KEJAM! Pegawai Minimarket Ditemukan Tewas di Citarum Karawang Tepat di Hari Ulang Tahun, Pelaku Pembunuhan Ternyata Teman Sendiri

AKURAT BANTEN—Kisah tragis menimpa Dina Oktaviani (21), seorang pegawai minimarket yang jasadnya ditemukan mengambang di aliran Sungai Citarum, Karawang, pada Selasa (7/10/2025).
Penemuan jasad ini menjadi sorotan publik bukan hanya karena lokasinya yang mengejutkan, tetapi juga karena waktu penemuannya yang bertepatan dengan hari ulang tahun korban.
Korban yang akrab disapa DO ini, warga Desa Talunjaya, Kecamatan Banyusari, Karawang, sehari-hari bekerja di minimarket wilayah Sadang, Purwakarta.
Penemuan jasadnya di Dusun Munjul Kaler, Desa Curug, Kecamatan Klari, Karawang, sekitar pukul 06.00 WIB, sontak membuat geger warga setempat yang awalnya melihat tubuh mengapung di permukaan air.

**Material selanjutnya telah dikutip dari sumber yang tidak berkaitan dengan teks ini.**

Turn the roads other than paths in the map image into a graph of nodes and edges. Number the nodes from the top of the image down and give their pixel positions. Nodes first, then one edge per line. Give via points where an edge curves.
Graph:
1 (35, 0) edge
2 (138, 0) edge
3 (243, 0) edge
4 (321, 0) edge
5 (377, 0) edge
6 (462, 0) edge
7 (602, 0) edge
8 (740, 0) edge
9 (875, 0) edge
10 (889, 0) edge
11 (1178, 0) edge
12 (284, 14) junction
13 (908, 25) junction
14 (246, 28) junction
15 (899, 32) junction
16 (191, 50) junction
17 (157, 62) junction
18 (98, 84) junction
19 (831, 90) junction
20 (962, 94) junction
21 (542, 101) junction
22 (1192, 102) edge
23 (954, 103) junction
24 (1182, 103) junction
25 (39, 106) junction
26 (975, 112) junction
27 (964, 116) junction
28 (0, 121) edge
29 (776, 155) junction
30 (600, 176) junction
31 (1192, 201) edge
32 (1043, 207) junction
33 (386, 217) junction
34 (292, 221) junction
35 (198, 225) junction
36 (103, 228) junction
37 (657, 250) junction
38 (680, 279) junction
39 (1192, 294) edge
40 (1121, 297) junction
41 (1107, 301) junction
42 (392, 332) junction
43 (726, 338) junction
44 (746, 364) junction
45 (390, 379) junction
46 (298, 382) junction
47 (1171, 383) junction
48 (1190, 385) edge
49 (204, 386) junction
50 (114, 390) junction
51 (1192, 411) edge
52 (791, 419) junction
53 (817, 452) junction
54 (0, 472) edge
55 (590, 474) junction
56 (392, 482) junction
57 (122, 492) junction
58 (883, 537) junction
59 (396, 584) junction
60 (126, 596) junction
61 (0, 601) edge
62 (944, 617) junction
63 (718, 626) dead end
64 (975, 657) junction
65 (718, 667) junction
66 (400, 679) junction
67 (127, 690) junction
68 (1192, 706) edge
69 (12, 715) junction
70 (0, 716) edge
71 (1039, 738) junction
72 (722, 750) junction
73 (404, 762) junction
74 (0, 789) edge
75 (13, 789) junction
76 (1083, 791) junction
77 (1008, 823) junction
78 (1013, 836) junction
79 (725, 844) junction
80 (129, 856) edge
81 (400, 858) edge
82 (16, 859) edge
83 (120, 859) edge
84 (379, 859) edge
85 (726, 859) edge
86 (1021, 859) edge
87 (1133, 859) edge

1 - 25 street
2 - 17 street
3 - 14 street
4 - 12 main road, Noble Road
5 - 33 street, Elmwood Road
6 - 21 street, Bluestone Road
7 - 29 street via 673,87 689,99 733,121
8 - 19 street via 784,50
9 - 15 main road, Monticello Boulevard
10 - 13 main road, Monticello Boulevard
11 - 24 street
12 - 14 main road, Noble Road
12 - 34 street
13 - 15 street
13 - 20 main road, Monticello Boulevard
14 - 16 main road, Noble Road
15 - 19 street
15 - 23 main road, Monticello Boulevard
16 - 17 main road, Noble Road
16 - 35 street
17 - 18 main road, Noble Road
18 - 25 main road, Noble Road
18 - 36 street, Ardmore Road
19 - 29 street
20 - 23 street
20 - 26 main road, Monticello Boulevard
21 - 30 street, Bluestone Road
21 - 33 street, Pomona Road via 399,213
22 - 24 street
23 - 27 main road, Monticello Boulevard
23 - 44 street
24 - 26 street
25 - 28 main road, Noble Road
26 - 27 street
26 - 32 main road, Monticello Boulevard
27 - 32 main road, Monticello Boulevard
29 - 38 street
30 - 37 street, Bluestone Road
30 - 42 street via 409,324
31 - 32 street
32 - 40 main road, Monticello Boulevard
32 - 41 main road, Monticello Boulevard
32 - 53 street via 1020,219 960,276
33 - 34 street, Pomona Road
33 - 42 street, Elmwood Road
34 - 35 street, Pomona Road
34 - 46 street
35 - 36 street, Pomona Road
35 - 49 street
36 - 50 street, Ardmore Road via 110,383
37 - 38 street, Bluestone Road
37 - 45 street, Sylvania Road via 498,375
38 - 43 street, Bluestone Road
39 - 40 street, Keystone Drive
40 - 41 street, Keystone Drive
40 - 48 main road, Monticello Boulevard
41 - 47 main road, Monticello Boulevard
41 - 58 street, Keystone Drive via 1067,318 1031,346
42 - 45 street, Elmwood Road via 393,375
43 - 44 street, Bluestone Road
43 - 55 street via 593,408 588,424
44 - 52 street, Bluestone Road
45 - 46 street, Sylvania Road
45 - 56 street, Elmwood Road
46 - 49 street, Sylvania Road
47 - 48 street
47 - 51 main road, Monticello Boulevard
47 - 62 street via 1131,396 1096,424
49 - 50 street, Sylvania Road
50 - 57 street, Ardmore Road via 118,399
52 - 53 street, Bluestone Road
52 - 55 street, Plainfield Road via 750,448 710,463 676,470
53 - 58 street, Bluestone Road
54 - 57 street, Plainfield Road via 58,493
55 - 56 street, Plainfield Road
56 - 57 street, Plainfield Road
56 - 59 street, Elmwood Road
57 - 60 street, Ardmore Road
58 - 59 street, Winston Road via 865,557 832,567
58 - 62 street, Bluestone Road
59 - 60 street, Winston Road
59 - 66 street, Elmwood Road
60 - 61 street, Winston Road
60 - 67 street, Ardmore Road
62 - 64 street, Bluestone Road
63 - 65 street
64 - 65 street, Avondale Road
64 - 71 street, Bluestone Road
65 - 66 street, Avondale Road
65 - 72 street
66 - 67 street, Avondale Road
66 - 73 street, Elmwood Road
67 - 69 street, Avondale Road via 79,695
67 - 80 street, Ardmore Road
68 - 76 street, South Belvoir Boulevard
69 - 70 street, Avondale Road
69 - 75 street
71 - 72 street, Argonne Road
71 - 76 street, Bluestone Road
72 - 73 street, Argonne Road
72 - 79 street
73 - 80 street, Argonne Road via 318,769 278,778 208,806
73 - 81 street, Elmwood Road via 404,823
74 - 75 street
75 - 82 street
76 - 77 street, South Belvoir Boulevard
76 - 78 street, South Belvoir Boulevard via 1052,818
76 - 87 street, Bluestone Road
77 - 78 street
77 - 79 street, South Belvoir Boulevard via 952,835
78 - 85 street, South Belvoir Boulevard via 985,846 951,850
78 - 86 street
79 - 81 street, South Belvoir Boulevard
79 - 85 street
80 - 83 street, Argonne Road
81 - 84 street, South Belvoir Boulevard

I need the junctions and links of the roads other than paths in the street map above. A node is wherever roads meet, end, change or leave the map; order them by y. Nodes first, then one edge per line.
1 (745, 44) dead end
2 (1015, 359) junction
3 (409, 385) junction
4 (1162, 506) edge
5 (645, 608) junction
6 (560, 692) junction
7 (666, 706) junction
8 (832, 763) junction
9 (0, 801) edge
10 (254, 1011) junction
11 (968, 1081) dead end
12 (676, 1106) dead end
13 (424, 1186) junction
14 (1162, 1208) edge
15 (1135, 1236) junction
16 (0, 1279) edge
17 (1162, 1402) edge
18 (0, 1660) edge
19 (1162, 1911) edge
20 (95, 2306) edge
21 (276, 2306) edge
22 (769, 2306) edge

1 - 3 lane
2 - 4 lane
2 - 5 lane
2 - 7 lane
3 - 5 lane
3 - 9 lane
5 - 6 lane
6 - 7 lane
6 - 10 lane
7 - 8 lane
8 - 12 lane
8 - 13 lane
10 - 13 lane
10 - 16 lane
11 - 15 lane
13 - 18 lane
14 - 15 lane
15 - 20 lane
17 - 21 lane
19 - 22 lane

Kasi Humas Polres Karawang, Ipda Cep Wildan, mengonfirmasi penemuan tersebut. "Setelah mendapat laporan, jajaran Polres Karawang langsung melakukan olah tempat kejadian perkara (TKP) dan pemeriksaan awal di lokasi," ujar Wildan pada Selasa (7/10/2025).
Jasad DO segera dibawa ke RSUD Karawang untuk proses visum.
Pelaku Ditangkap di Rest Area, Motif Mengerikan Terungkap
Hanya berselang dua hari sejak penemuan jasad, teka-teki kematian Dina Oktaviani berhasil diungkap oleh aparat kepolisian.
Tim Taktis Sanggabuana Polres Karawang yang dipimpin oleh Kasat Reskrim bersama dengan Resmob Polda Jabar bergerak cepat dan berhasil meringkus pelaku berinisial H (27).
Pria yang diketahui merupakan teman korban sendiri tersebut ditangkap pada Kamis (9/10/2025) di Alfamart Rest Area KM 72A, Purwakarta.
"Iya benar, pelaku berinisial H sudah kita tangkap di Rest Area KM 72.
Pelaku adalah teman korban sendiri," tegas Kapolres Karawang, AKBP Fiki N Ardiansyah, melalui Kasi Humas, Ipda Cep Wildan.
Penangkapan ini sekaligus mengungkap motif keji di balik pembunuhan tragis tersebut.
Berdasarkan hasil penyelidikan, pelaku H nekat melakukan aksinya karena terdesak kebutuhan finansial.
Detik-detik Pembunuhan, Dirampok dan Disetubuhi
Kronologi yang diungkap polisi menunjukkan betapa sadisnya perbuatan pelaku.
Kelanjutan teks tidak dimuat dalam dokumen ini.